▶ Exercise description:
Please return every line of the records that contains the word "roads".

[Start of section]

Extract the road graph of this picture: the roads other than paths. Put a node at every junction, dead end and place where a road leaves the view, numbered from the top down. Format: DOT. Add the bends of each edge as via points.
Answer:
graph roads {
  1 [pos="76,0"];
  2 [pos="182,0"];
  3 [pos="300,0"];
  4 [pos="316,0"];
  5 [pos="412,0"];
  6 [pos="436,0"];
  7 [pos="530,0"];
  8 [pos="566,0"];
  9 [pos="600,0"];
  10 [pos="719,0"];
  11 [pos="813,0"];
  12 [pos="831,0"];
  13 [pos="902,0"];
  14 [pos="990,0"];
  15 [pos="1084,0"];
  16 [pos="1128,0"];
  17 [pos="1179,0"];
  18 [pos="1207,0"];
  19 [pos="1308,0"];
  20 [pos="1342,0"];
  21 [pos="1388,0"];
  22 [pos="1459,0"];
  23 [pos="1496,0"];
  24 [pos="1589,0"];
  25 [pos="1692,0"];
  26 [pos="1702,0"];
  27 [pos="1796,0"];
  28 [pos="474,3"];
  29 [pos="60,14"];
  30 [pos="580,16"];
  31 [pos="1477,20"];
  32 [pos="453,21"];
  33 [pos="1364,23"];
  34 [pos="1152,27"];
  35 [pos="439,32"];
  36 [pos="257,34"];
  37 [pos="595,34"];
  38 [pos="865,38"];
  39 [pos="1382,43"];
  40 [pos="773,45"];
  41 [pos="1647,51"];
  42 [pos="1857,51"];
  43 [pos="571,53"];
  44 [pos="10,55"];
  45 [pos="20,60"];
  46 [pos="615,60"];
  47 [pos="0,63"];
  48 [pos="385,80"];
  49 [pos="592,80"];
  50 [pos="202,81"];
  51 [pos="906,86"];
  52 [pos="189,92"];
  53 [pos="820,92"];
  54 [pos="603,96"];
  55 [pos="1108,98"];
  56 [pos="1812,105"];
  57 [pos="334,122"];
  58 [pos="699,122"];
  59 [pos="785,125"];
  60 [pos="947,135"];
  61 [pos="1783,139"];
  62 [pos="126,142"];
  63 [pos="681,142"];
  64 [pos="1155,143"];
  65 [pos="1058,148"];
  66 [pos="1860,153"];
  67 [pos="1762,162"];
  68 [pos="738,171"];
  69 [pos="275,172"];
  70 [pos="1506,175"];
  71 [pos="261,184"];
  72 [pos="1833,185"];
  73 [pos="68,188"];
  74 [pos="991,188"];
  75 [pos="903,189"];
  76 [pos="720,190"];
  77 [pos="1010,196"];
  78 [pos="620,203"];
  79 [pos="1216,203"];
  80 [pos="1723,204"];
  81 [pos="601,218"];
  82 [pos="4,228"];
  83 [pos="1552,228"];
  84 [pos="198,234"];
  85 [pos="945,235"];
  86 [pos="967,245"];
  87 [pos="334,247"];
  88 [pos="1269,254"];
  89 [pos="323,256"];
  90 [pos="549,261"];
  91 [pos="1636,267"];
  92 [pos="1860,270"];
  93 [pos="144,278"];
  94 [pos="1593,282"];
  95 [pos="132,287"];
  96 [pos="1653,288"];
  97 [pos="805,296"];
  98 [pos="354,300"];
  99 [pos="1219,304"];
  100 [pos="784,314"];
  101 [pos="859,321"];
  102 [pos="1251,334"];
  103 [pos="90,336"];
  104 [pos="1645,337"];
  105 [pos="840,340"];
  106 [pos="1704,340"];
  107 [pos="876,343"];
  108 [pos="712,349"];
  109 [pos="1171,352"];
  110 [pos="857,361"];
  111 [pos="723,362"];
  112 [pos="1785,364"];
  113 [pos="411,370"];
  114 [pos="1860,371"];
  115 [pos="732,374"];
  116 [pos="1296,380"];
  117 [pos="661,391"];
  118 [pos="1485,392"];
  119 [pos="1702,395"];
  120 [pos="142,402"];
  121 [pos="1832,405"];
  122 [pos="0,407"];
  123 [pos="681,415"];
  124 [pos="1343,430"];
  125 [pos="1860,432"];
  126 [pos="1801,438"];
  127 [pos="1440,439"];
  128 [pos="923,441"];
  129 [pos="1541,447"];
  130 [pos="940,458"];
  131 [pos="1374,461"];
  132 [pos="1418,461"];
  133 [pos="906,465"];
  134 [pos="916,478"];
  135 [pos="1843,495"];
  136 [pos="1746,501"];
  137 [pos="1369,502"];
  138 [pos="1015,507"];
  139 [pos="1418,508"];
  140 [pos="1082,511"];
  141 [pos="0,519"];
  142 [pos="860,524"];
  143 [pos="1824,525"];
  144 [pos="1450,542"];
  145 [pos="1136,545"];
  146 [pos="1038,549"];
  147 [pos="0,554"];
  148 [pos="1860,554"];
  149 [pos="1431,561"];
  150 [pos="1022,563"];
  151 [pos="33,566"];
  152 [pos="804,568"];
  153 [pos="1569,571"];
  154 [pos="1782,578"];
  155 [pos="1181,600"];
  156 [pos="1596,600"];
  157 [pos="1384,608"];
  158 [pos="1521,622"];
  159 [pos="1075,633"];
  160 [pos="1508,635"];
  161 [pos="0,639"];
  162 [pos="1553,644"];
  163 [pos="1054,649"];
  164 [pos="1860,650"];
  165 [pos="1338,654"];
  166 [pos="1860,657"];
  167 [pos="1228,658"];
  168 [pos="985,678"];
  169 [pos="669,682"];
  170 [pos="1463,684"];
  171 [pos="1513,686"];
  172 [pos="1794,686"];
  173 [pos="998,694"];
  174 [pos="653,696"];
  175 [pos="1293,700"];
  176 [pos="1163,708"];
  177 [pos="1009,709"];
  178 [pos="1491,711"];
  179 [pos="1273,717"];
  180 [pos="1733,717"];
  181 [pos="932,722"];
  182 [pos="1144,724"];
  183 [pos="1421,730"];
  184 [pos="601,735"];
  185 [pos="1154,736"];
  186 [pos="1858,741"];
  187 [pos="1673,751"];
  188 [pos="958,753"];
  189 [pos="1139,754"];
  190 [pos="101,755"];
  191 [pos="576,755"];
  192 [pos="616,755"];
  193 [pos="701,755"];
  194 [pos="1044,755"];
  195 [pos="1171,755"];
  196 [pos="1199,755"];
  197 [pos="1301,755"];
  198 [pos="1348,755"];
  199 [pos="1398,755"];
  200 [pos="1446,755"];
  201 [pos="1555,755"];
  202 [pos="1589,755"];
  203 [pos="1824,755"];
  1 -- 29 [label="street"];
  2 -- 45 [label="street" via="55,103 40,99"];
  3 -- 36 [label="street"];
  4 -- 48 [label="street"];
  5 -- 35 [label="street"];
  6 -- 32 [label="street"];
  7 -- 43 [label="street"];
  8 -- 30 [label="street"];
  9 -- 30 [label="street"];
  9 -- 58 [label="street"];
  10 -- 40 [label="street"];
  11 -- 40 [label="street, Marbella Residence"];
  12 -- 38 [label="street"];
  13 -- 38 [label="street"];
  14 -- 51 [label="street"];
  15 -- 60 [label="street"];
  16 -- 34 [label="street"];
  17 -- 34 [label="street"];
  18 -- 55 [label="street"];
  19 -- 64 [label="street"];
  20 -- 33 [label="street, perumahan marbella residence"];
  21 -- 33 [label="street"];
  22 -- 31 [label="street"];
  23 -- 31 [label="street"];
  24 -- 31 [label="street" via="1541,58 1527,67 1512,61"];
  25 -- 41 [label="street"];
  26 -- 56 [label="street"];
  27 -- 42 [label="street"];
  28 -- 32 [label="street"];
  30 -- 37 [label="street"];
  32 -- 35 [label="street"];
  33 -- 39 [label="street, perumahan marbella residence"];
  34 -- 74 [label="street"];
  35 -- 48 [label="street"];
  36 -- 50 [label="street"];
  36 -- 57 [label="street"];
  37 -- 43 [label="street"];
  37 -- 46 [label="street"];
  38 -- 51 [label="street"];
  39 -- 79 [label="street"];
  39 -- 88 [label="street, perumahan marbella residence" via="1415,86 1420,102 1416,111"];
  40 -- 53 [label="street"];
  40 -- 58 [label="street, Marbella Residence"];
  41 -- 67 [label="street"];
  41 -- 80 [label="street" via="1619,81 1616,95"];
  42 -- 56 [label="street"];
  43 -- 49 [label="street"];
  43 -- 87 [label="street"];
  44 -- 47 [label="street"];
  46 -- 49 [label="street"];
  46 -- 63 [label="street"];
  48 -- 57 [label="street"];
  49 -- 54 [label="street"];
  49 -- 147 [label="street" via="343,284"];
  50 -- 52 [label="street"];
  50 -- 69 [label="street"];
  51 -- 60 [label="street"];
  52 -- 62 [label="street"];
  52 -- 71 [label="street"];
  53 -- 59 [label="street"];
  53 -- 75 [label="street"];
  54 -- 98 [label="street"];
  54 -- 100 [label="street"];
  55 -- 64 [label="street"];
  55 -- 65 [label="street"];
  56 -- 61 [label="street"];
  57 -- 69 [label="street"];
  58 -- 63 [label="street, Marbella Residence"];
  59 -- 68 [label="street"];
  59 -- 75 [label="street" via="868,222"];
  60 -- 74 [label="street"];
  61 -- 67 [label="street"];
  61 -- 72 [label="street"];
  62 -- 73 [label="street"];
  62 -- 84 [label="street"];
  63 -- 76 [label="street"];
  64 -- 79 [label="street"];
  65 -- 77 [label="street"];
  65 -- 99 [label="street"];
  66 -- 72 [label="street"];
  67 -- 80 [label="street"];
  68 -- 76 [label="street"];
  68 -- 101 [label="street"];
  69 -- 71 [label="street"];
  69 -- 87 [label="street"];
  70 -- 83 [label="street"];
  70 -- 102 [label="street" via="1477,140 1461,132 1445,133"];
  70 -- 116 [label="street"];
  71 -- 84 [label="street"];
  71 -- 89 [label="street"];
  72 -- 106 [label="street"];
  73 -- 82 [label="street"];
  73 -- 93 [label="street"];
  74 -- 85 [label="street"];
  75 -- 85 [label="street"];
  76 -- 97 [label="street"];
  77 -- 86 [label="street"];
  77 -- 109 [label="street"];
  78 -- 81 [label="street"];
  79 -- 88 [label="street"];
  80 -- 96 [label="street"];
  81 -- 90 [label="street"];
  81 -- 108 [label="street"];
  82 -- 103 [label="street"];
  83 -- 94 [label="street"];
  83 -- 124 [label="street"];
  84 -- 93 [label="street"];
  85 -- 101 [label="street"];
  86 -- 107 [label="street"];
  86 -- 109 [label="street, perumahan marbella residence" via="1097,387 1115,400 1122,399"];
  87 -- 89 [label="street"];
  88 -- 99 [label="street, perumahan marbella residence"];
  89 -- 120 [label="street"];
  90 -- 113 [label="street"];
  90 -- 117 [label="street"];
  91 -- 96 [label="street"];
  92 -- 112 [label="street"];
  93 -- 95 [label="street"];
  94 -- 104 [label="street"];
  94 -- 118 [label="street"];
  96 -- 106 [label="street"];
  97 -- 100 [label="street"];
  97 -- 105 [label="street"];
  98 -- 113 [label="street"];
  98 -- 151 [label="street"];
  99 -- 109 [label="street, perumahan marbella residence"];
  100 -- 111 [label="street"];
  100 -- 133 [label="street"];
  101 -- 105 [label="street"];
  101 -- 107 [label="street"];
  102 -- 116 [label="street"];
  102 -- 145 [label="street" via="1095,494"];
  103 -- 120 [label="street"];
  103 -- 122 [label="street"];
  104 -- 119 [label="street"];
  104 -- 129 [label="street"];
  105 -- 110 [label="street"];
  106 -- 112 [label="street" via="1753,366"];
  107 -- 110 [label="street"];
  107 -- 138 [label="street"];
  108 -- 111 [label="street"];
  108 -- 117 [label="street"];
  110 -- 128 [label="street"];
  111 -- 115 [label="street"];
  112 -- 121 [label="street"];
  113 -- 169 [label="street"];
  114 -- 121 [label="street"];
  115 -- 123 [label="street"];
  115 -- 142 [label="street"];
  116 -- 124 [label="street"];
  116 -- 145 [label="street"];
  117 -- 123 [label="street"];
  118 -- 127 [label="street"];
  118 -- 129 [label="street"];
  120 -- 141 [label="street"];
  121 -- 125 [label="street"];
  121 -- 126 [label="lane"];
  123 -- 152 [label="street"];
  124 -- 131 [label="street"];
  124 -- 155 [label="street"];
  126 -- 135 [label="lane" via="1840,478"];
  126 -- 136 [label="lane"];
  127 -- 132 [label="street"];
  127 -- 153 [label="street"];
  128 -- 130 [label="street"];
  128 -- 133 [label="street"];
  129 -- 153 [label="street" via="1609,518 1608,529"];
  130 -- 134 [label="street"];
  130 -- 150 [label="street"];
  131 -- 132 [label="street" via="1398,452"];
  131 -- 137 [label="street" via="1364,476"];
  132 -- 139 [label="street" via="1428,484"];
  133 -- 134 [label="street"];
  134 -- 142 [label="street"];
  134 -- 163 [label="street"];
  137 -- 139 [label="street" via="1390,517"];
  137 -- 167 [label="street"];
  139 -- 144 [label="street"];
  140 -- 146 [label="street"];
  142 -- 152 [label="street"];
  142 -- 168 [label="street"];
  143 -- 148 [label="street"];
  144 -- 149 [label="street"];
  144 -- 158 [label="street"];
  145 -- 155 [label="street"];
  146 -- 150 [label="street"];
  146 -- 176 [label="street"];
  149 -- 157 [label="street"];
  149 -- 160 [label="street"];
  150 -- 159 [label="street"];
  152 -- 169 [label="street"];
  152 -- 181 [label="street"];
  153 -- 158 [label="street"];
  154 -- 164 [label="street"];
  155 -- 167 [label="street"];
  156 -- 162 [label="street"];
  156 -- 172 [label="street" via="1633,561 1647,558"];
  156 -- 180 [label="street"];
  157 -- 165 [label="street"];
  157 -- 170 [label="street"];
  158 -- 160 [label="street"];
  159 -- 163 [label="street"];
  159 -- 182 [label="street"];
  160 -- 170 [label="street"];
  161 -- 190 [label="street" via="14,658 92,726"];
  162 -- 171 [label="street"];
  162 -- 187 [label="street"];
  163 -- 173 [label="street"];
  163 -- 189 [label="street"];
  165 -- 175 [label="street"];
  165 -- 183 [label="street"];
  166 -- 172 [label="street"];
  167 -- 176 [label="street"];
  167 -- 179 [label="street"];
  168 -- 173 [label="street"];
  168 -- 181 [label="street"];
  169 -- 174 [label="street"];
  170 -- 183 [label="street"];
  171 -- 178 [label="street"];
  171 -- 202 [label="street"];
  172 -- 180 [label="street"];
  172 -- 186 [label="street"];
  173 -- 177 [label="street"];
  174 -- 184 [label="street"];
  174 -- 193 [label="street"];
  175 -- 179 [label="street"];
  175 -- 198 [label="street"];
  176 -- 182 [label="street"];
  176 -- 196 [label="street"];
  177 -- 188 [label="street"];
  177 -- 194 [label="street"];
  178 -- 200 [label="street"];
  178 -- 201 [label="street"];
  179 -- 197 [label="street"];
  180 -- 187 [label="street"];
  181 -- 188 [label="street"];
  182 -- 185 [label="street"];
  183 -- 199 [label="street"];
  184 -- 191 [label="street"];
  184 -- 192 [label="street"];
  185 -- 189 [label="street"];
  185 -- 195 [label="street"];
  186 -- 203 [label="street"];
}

[End of section]

▶ Problem solution:
Extract the road graph of this picture: the roads other than paths. Put a node at every junction, dead end and place where a road leaves the view, numbered from the top down. Format: DOT. Add the bends of each edge as via points.
graph roads {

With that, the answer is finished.